§ Your assignment
Using the records below, output the stretch that opens with the line containing "5 dict begin" and closes with the line containing "0 1018 translate 1 -1 scale", exactly and including both lines, with nothing more.

§ Given information
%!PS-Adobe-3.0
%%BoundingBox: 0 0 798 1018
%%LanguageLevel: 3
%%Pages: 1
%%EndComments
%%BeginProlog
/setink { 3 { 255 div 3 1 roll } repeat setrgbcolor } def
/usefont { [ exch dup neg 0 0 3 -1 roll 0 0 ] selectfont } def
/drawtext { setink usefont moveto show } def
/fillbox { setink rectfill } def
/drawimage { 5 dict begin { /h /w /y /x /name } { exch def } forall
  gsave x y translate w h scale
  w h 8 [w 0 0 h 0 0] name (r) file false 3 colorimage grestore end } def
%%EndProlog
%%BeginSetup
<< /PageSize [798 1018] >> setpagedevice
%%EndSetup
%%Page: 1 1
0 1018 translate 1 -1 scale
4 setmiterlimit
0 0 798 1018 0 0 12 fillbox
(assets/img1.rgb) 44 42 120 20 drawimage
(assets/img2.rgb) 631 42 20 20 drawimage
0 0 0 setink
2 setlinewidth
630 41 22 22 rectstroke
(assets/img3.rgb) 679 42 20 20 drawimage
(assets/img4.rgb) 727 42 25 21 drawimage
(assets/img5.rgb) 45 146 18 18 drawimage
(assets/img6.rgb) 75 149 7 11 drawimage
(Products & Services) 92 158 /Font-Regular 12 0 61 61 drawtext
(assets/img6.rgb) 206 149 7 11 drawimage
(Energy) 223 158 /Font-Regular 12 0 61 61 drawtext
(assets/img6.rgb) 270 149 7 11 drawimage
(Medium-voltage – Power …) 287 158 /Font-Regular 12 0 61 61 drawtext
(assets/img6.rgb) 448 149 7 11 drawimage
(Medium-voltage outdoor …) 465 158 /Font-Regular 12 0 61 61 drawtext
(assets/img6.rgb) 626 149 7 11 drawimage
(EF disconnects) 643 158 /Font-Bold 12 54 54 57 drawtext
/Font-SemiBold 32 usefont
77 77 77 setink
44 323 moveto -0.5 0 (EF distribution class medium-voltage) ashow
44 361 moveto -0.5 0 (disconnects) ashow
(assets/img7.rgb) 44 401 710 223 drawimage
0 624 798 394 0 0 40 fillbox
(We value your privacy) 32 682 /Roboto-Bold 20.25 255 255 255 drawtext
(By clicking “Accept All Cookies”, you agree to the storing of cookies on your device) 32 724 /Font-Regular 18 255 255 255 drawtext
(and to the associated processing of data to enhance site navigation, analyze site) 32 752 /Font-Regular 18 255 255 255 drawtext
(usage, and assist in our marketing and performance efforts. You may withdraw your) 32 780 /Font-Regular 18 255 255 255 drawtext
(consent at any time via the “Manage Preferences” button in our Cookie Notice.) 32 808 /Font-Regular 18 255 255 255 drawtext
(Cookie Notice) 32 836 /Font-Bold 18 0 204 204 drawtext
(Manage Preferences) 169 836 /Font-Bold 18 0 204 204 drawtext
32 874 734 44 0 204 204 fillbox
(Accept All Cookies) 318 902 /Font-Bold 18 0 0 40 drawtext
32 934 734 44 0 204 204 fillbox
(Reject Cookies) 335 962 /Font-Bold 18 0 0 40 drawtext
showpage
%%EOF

§ Written answer
/drawimage { 5 dict begin { /h /w /y /x /name } { exch def } forall
  gsave x y translate w h scale
  w h 8 [w 0 0 h 0 0] name (r) file false 3 colorimage grestore end } def
%%EndProlog
%%BeginSetup
<< /PageSize [798 1018] >> setpagedevice
%%EndSetup
%%Page: 1 1
0 1018 translate 1 -1 scale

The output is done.